▶ TASK OBJECTIVE: Omit all pictures, then print the entries exactly.

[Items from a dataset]
★ ★ ★
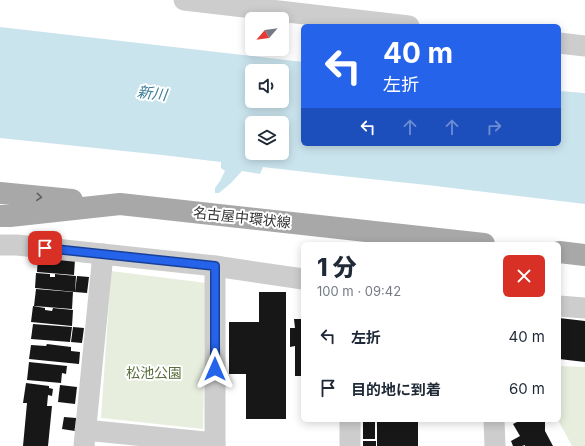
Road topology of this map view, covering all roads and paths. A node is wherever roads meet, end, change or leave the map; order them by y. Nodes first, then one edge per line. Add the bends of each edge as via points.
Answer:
1 (184, 0) edge
2 (392, 24) edge
3 (561, 43) edge
4 (585, 46) edge
5 (0, 193) edge
6 (120, 204) junction
7 (0, 216) edge
8 (466, 242) edge
9 (0, 245) edge
10 (561, 252) edge
11 (103, 254) junction
12 (585, 255) edge
13 (215, 266) junction
14 (301, 278) edge
15 (561, 306) edge
16 (585, 308) edge
17 (350, 422) edge
18 (494, 422) edge
19 (85, 438) edge
20 (215, 444) edge
21 (350, 446) edge
22 (495, 446) edge

1 - 2 street
3 - 4 street
5 -> 6 main road
6 - 7 main road, 名古屋中環状線
6 - 8 main road, 名古屋中環状線
9 - 11 street
10 - 12 main road
11 - 13 street
11 - 19 street
13 - 14 street
13 - 20 street
15 - 16 street
17 - 21 street
18 - 22 street
19 - 20 street

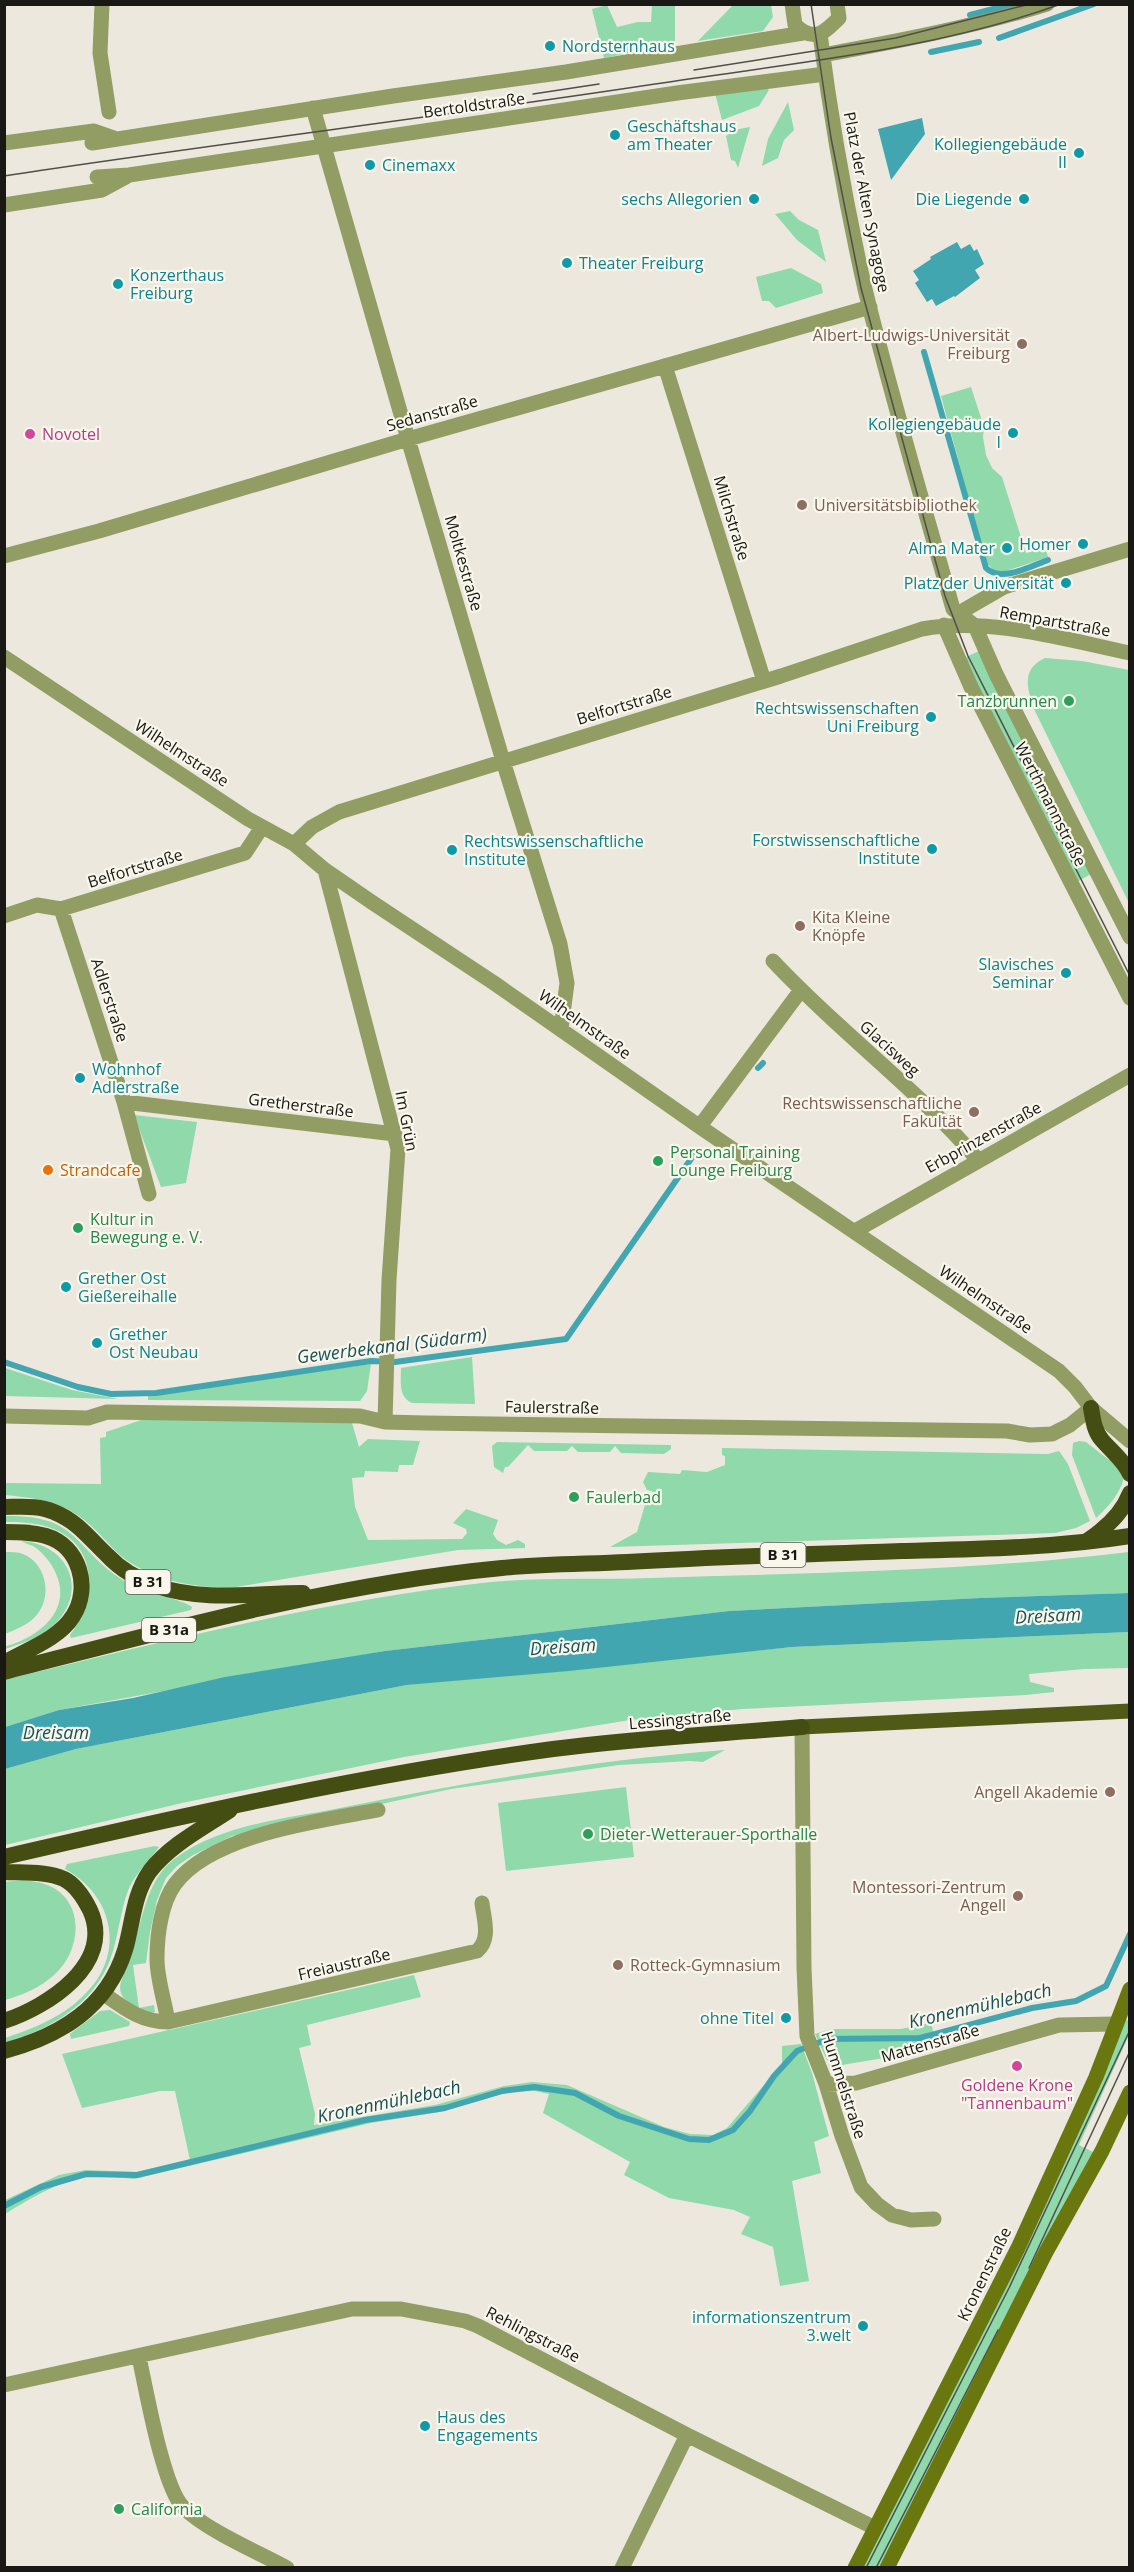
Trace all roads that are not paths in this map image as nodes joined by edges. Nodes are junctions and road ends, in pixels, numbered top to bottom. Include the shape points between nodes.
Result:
1 (102, 4) edge
2 (792, 4) edge
3 (837, 4) edge
4 (1047, 4) edge
5 (803, 33) junction
6 (820, 34) junction
7 (823, 55) junction
8 (825, 74) junction
9 (313, 108) junction
10 (117, 138) junction
11 (4, 143) edge
12 (92, 143) dead end
13 (324, 146) junction
14 (129, 175) junction
15 (97, 177) dead end
16 (4, 205) edge
17 (870, 307) junction
18 (665, 366) junction
19 (408, 439) junction
20 (1130, 549) edge
21 (4, 556) edge
22 (956, 611) junction
23 (944, 625) junction
24 (975, 626) junction
25 (1130, 653) edge
26 (4, 657) edge
27 (764, 681) junction
28 (503, 760) junction
29 (262, 827) junction
30 (294, 844) junction
31 (325, 870) junction
32 (61, 909) junction
33 (4, 916) edge
34 (1130, 937) edge
35 (773, 961) dead end
36 (801, 990) junction
37 (1130, 998) edge
38 (561, 1029) junction
39 (1130, 1076) edge
40 (124, 1102) junction
41 (700, 1126) junction
42 (394, 1134) junction
43 (978, 1160) junction
44 (149, 1194) dead end
45 (855, 1231) junction
46 (1091, 1408) junction
47 (4, 1416) edge
48 (385, 1422) junction
49 (1130, 1441) edge
50 (1130, 1474) edge
51 (1130, 1493) edge
52 (4, 1507) edge
53 (4, 1532) edge
54 (1130, 1536) edge
55 (1085, 1542) junction
56 (334, 1593) junction
57 (4, 1663) edge
58 (4, 1672) edge
59 (1130, 1711) edge
60 (802, 1727) junction
61 (239, 1805) junction
62 (378, 1809) dead end
63 (4, 1857) edge
64 (4, 1872) edge
65 (482, 1903) dead end
66 (1130, 1989) edge
67 (104, 1994) junction
68 (4, 2021) edge
69 (168, 2022) junction
70 (1115, 2024) junction
71 (4, 2051) edge
72 (826, 2084) junction
73 (1130, 2092) edge
74 (934, 2219) dead end
75 (139, 2357) junction
76 (4, 2385) edge
77 (687, 2435) junction
78 (875, 2528) junction
79 (287, 2568) edge
80 (622, 2568) edge
81 (855, 2568) edge
82 (887, 2568) edge

1 - 10 street via 100,53
2 - 5 street via 795,25
3 - 6 street via 839,18
4 - 7 street via 907,40
5 - 6 street, Bertoldstraße
5 - 9 street, Bertoldstraße
6 - 7 street, Platz der Alten Synagoge
7 - 8 street, Platz der Alten Synagoge
8 - 13 street, Bertoldstraße
8 - 17 street, Platz der Alten Synagoge
9 - 10 street, Bertoldstraße
9 - 13 street, Moltkestraße
10 - 11 street, Bertoldstraße via 94,131
10 - 12 street, Bertoldstraße
13 - 14 street, Bertoldstraße
13 - 19 street, Moltkestraße
14 - 15 street, Bertoldstraße
14 - 16 street, Bertoldstraße via 102,190
17 - 18 street, Sedanstraße
17 - 22 street, Platz der Alten Synagoge
18 - 19 street, Sedanstraße
18 - 27 street, Milchstraße
19 - 21 street, Sedanstraße
19 - 28 street, Moltkestraße
20 - 22 street via 1004,587
22 - 23 street
22 - 24 street
23 - 24 street, Belfortstraße
23 - 27 street, Belfortstraße
23 - 37 street, Werthmannstraße via 967,678
24 - 25 street, Rempartstraße
24 - 34 street, Werthmannstraße
26 - 29 street, Wilhelmstraße
27 - 28 street, Belfortstraße
28 - 30 street, Belfortstraße via 339,812 312,827
28 - 38 street, Moltkestraße via 560,944 567,983
29 - 30 street, Wilhelmstraße
29 - 32 street, Belfortstraße via 245,853
30 - 31 street, Wilhelmstraße
31 - 38 street, Wilhelmstraße
31 - 42 street, Im Grün
32 - 33 street, Belfortstraße via 37,906
32 - 40 street, Adlerstraße
35 - 36 street, Glacisweg
36 - 41 street
36 - 43 street, Glacisweg via 914,1094
38 - 41 street, Wilhelmstraße
39 - 43 street, Erbprinzenstraße
40 - 42 street, Gretherstraße
40 - 44 street, Adlerstraße
41 - 45 street, Wilhelmstraße
42 - 48 street, Im Grün via 398,1149
43 - 45 street, Erbprinzenstraße
45 - 46 street, Wilhelmstraße via 1063,1374
46 - 48 street, Faulerstraße via 1070,1425 1045,1435 1007,1431
46 - 49 street, Wilhelmstraße
46 - 50 highway via 1095,1430 1125,1462
47 - 48 street, Faulerstraße via 88,1418 107,1412 360,1416
51 - 55 highway via 1124,1507 1104,1530
52 - 56 highway, B 31 via 54,1511 73,1522 135,1577 173,1591 218,1595
53 - 57 highway via 48,1536 64,1546 72,1553 82,1581 73,1617 63,1628
54 - 55 highway, B 31
55 - 56 highway, B 31 via 542,1565
56 - 58 highway, B 31a
59 - 60 main road, Lessingstraße
60 - 61 highway, Lessingstraße via 555,1749 414,1770
60 - 72 street, Hummelstraße via 804,1968 811,2047
61 - 63 highway, Lessingstraße
61 - 67 highway via 182,1843 149,1872 138,1894 125,1949
62 - 69 street via 249,1838 189,1869 174,1885 165,1904 158,1937 157,1961
64 - 68 highway via 49,1874 65,1879 76,1887 88,1906 95,1930 90,1952 75,1979 38,2008
65 - 69 street, Freiaustraße via 487,1936 477,1951
66 - 70 main road, Kronenstraße
67 - 69 street, Freiaustraße via 137,2016 152,2022
67 - 71 highway via 88,2011 52,2036
70 - 72 street, Mattenstraße via 1059,2025 856,2083
70 - 78 main road, Kronenstraße via 1100,2068 1018,2248
72 - 74 street, Hummelstraße via 861,2187 892,2215 911,2220
73 - 82 main road
75 - 76 street, Rehlingstraße
75 - 77 street, Rehlingstraße via 352,2308 401,2309 478,2325
75 - 79 street via 170,2487 182,2506 204,2524
77 - 78 street, Rehlingstraße
77 - 80 street
78 - 81 main road, Kronenstraße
★ ★ ★
▶ SOLUTION TO THIS TASK:
Road topology of this map view, covering all roads and paths. A node is wherever roads meet, end, change or leave the map; order them by y. Nodes first, then one edge per line. Add the bends of each edge as via points.
Answer:
1 (184, 0) edge
2 (392, 24) edge
3 (561, 43) edge
4 (585, 46) edge
5 (0, 193) edge
6 (120, 204) junction
7 (0, 216) edge
8 (466, 242) edge
9 (0, 245) edge
10 (561, 252) edge
11 (103, 254) junction
12 (585, 255) edge
13 (215, 266) junction
14 (301, 278) edge
15 (561, 306) edge
16 (585, 308) edge
17 (350, 422) edge
18 (494, 422) edge
19 (85, 438) edge
20 (215, 444) edge
21 (350, 446) edge
22 (495, 446) edge

1 - 2 street
3 - 4 street
5 -> 6 main road
6 - 7 main road, 名古屋中環状線
6 - 8 main road, 名古屋中環状線
9 - 11 street
10 - 12 main road
11 - 13 street
11 - 19 street
13 - 14 street
13 - 20 street
15 - 16 street
17 - 21 street
18 - 22 street
19 - 20 street

Trace all roads that are not paths in this map image as nodes joined by edges. Nodes are junctions and road ends, in pixels, numbered top to bottom. Include the shape points between nodes.
Result:
1 (102, 4) edge
2 (792, 4) edge
3 (837, 4) edge
4 (1047, 4) edge
5 (803, 33) junction
6 (820, 34) junction
7 (823, 55) junction
8 (825, 74) junction
9 (313, 108) junction
10 (117, 138) junction
11 (4, 143) edge
12 (92, 143) dead end
13 (324, 146) junction
14 (129, 175) junction
15 (97, 177) dead end
16 (4, 205) edge
17 (870, 307) junction
18 (665, 366) junction
19 (408, 439) junction
20 (1130, 549) edge
21 (4, 556) edge
22 (956, 611) junction
23 (944, 625) junction
24 (975, 626) junction
25 (1130, 653) edge
26 (4, 657) edge
27 (764, 681) junction
28 (503, 760) junction
29 (262, 827) junction
30 (294, 844) junction
31 (325, 870) junction
32 (61, 909) junction
33 (4, 916) edge
34 (1130, 937) edge
35 (773, 961) dead end
36 (801, 990) junction
37 (1130, 998) edge
38 (561, 1029) junction
39 (1130, 1076) edge
40 (124, 1102) junction
41 (700, 1126) junction
42 (394, 1134) junction
43 (978, 1160) junction
44 (149, 1194) dead end
45 (855, 1231) junction
46 (1091, 1408) junction
47 (4, 1416) edge
48 (385, 1422) junction
49 (1130, 1441) edge
50 (1130, 1474) edge
51 (1130, 1493) edge
52 (4, 1507) edge
53 (4, 1532) edge
54 (1130, 1536) edge
55 (1085, 1542) junction
56 (334, 1593) junction
57 (4, 1663) edge
58 (4, 1672) edge
59 (1130, 1711) edge
60 (802, 1727) junction
61 (239, 1805) junction
62 (378, 1809) dead end
63 (4, 1857) edge
64 (4, 1872) edge
65 (482, 1903) dead end
66 (1130, 1989) edge
67 (104, 1994) junction
68 (4, 2021) edge
69 (168, 2022) junction
70 (1115, 2024) junction
71 (4, 2051) edge
72 (826, 2084) junction
73 (1130, 2092) edge
74 (934, 2219) dead end
75 (139, 2357) junction
76 (4, 2385) edge
77 (687, 2435) junction
78 (875, 2528) junction
79 (287, 2568) edge
80 (622, 2568) edge
81 (855, 2568) edge
82 (887, 2568) edge

1 - 10 street via 100,53
2 - 5 street via 795,25
3 - 6 street via 839,18
4 - 7 street via 907,40
5 - 6 street, Bertoldstraße
5 - 9 street, Bertoldstraße
6 - 7 street, Platz der Alten Synagoge
7 - 8 street, Platz der Alten Synagoge
8 - 13 street, Bertoldstraße
8 - 17 street, Platz der Alten Synagoge
9 - 10 street, Bertoldstraße
9 - 13 street, Moltkestraße
10 - 11 street, Bertoldstraße via 94,131
10 - 12 street, Bertoldstraße
13 - 14 street, Bertoldstraße
13 - 19 street, Moltkestraße
14 - 15 street, Bertoldstraße
14 - 16 street, Bertoldstraße via 102,190
17 - 18 street, Sedanstraße
17 - 22 street, Platz der Alten Synagoge
18 - 19 street, Sedanstraße
18 - 27 street, Milchstraße
19 - 21 street, Sedanstraße
19 - 28 street, Moltkestraße
20 - 22 street via 1004,587
22 - 23 street
22 - 24 street
23 - 24 street, Belfortstraße
23 - 27 street, Belfortstraße
23 - 37 street, Werthmannstraße via 967,678
24 - 25 street, Rempartstraße
24 - 34 street, Werthmannstraße
26 - 29 street, Wilhelmstraße
27 - 28 street, Belfortstraße
28 - 30 street, Belfortstraße via 339,812 312,827
28 - 38 street, Moltkestraße via 560,944 567,983
29 - 30 street, Wilhelmstraße
29 - 32 street, Belfortstraße via 245,853
30 - 31 street, Wilhelmstraße
31 - 38 street, Wilhelmstraße
31 - 42 street, Im Grün
32 - 33 street, Belfortstraße via 37,906
32 - 40 street, Adlerstraße
35 - 36 street, Glacisweg
36 - 41 street
36 - 43 street, Glacisweg via 914,1094
38 - 41 street, Wilhelmstraße
39 - 43 street, Erbprinzenstraße
40 - 42 street, Gretherstraße
40 - 44 street, Adlerstraße
41 - 45 street, Wilhelmstraße
42 - 48 street, Im Grün via 398,1149
43 - 45 street, Erbprinzenstraße
45 - 46 street, Wilhelmstraße via 1063,1374
46 - 48 street, Faulerstraße via 1070,1425 1045,1435 1007,1431
46 - 49 street, Wilhelmstraße
46 - 50 highway via 1095,1430 1125,1462
47 - 48 street, Faulerstraße via 88,1418 107,1412 360,1416
51 - 55 highway via 1124,1507 1104,1530
52 - 56 highway, B 31 via 54,1511 73,1522 135,1577 173,1591 218,1595
53 - 57 highway via 48,1536 64,1546 72,1553 82,1581 73,1617 63,1628
54 - 55 highway, B 31
55 - 56 highway, B 31 via 542,1565
56 - 58 highway, B 31a
59 - 60 main road, Lessingstraße
60 - 61 highway, Lessingstraße via 555,1749 414,1770
60 - 72 street, Hummelstraße via 804,1968 811,2047
61 - 63 highway, Lessingstraße
61 - 67 highway via 182,1843 149,1872 138,1894 125,1949
62 - 69 street via 249,1838 189,1869 174,1885 165,1904 158,1937 157,1961
64 - 68 highway via 49,1874 65,1879 76,1887 88,1906 95,1930 90,1952 75,1979 38,2008
65 - 69 street, Freiaustraße via 487,1936 477,1951
66 - 70 main road, Kronenstraße
67 - 69 street, Freiaustraße via 137,2016 152,2022
67 - 71 highway via 88,2011 52,2036
70 - 72 street, Mattenstraße via 1059,2025 856,2083
70 - 78 main road, Kronenstraße via 1100,2068 1018,2248
72 - 74 street, Hummelstraße via 861,2187 892,2215 911,2220
73 - 82 main road
75 - 76 street, Rehlingstraße
75 - 77 street, Rehlingstraße via 352,2308 401,2309 478,2325
75 - 79 street via 170,2487 182,2506 204,2524
77 - 78 street, Rehlingstraße
77 - 80 street
78 - 81 main road, Kronenstraße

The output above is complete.